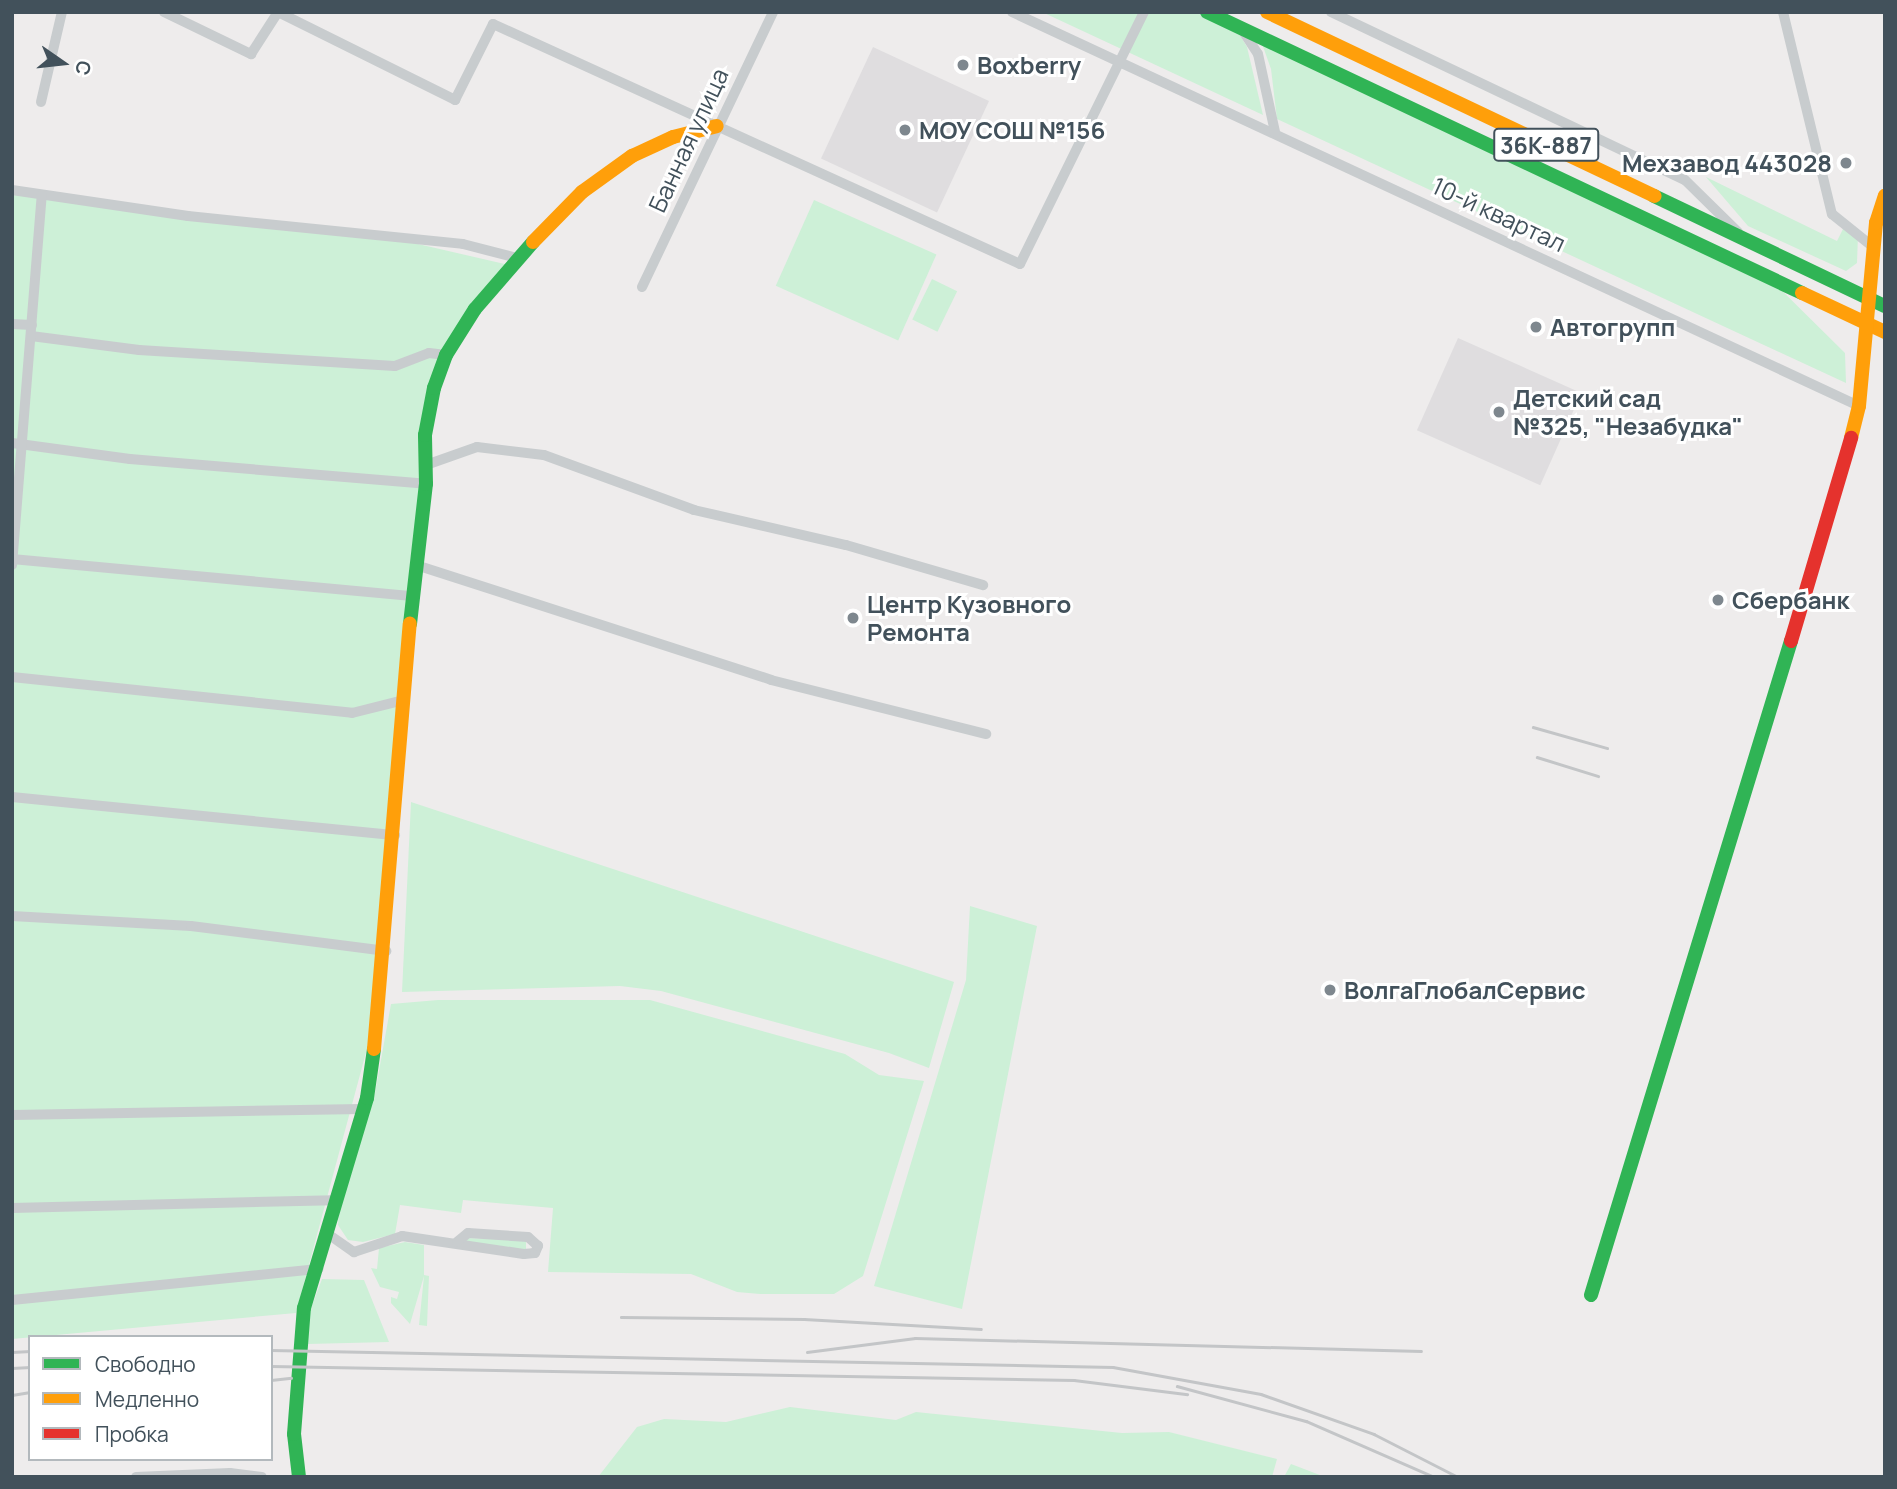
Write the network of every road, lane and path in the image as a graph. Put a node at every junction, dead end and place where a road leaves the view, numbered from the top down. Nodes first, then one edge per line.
1 (62, 12) edge
2 (164, 12) edge
3 (773, 12) edge
4 (1012, 12) edge
5 (1144, 12) edge
6 (1207, 12) edge
7 (1267, 12) edge
8 (1331, 12) edge
9 (1783, 12) edge
10 (1243, 31) junction
11 (1119, 63) junction
12 (41, 102) dead end
13 (717, 126) junction
14 (1275, 132) junction
15 (12, 190) edge
16 (42, 195) junction
17 (1885, 195) edge
18 (1746, 240) junction
19 (1873, 247) junction
20 (517, 258) junction
21 (642, 287) dead end
22 (1870, 299) junction
23 (1885, 306) edge
24 (12, 324) edge
25 (1868, 324) junction
26 (31, 331) junction
27 (1885, 332) edge
28 (446, 355) junction
29 (1859, 405) junction
30 (18, 444) edge
31 (426, 465) junction
32 (426, 484) junction
33 (13, 559) edge
34 (416, 565) junction
35 (12, 566) edge
36 (984, 585) dead end
37 (412, 596) junction
38 (12, 677) edge
39 (404, 700) junction
40 (986, 734) dead end
41 (12, 797) edge
42 (395, 835) junction
43 (12, 916) edge
44 (386, 951) junction
45 (362, 1109) junction
46 (12, 1115) edge
47 (333, 1200) junction
48 (12, 1208) edge
49 (328, 1234) junction
50 (457, 1242) junction
51 (318, 1269) junction
52 (1591, 1295) dead end
53 (12, 1300) edge
54 (214, 1475) edge
55 (136, 1477) edge
56 (262, 1477) edge
57 (299, 1477) edge

1 - 12 street
2 - 13 street
3 - 13 street, Банная улица
4 - 11 street, 10-й квартал
5 - 11 street
6 - 10 street, 36К-887
7 - 18 street, 36К-887
8 - 18 street
9 - 19 street
10 - 14 street
10 - 25 street, 36К-887
11 - 13 street
11 - 14 street, 10-й квартал
13 - 20 street
13 - 21 street, Банная улица
14 - 29 street, 10-й квартал
15 - 16 street
16 - 20 street
16 - 26 street
17 - 19 street
18 - 22 street, 36К-887
19 - 22 street
20 - 28 street
22 - 23 street, 36К-887
22 - 25 street
24 - 26 street
25 - 27 street, 36К-887
25 - 29 street
26 - 28 street
26 - 30 street
28 - 31 street
29 - 52 street
30 - 32 street
30 - 33 street
31 - 32 street
31 - 36 street
32 - 34 street
33 - 35 street
33 - 37 street
34 - 37 street
34 - 40 street
37 - 39 street
38 - 39 street
39 - 42 street
41 - 42 street
42 - 44 street
43 - 44 street
44 - 45 street
45 - 46 street
45 - 47 street
47 - 48 street
47 - 49 street
49 - 50 street
49 - 51 street
50 - 50 street
51 - 53 street
51 - 57 street
54 - 55 street
54 - 56 street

* * *

## [PROBLEM]
Print the material in full and exactly; the pictures must not be printed.

## [RESULT OF THE TASK]
Write the network of every road, lane and path in the image as a graph. Put a node at every junction, dead end and place where a road leaves the view, numbered from the top down. Nodes first, then one edge per line.
1 (62, 12) edge
2 (164, 12) edge
3 (773, 12) edge
4 (1012, 12) edge
5 (1144, 12) edge
6 (1207, 12) edge
7 (1267, 12) edge
8 (1331, 12) edge
9 (1783, 12) edge
10 (1243, 31) junction
11 (1119, 63) junction
12 (41, 102) dead end
13 (717, 126) junction
14 (1275, 132) junction
15 (12, 190) edge
16 (42, 195) junction
17 (1885, 195) edge
18 (1746, 240) junction
19 (1873, 247) junction
20 (517, 258) junction
21 (642, 287) dead end
22 (1870, 299) junction
23 (1885, 306) edge
24 (12, 324) edge
25 (1868, 324) junction
26 (31, 331) junction
27 (1885, 332) edge
28 (446, 355) junction
29 (1859, 405) junction
30 (18, 444) edge
31 (426, 465) junction
32 (426, 484) junction
33 (13, 559) edge
34 (416, 565) junction
35 (12, 566) edge
36 (984, 585) dead end
37 (412, 596) junction
38 (12, 677) edge
39 (404, 700) junction
40 (986, 734) dead end
41 (12, 797) edge
42 (395, 835) junction
43 (12, 916) edge
44 (386, 951) junction
45 (362, 1109) junction
46 (12, 1115) edge
47 (333, 1200) junction
48 (12, 1208) edge
49 (328, 1234) junction
50 (457, 1242) junction
51 (318, 1269) junction
52 (1591, 1295) dead end
53 (12, 1300) edge
54 (214, 1475) edge
55 (136, 1477) edge
56 (262, 1477) edge
57 (299, 1477) edge

1 - 12 street
2 - 13 street
3 - 13 street, Банная улица
4 - 11 street, 10-й квартал
5 - 11 street
6 - 10 street, 36К-887
7 - 18 street, 36К-887
8 - 18 street
9 - 19 street
10 - 14 street
10 - 25 street, 36К-887
11 - 13 street
11 - 14 street, 10-й квартал
13 - 20 street
13 - 21 street, Банная улица
14 - 29 street, 10-й квартал
15 - 16 street
16 - 20 street
16 - 26 street
17 - 19 street
18 - 22 street, 36К-887
19 - 22 street
20 - 28 street
22 - 23 street, 36К-887
22 - 25 street
24 - 26 street
25 - 27 street, 36К-887
25 - 29 street
26 - 28 street
26 - 30 street
28 - 31 street
29 - 52 street
30 - 32 street
30 - 33 street
31 - 32 street
31 - 36 street
32 - 34 street
33 - 35 street
33 - 37 street
34 - 37 street
34 - 40 street
37 - 39 street
38 - 39 street
39 - 42 street
41 - 42 street
42 - 44 street
43 - 44 street
44 - 45 street
45 - 46 street
45 - 47 street
47 - 48 street
47 - 49 street
49 - 50 street
49 - 51 street
50 - 50 street
51 - 53 street
51 - 57 street
54 - 55 street
54 - 56 street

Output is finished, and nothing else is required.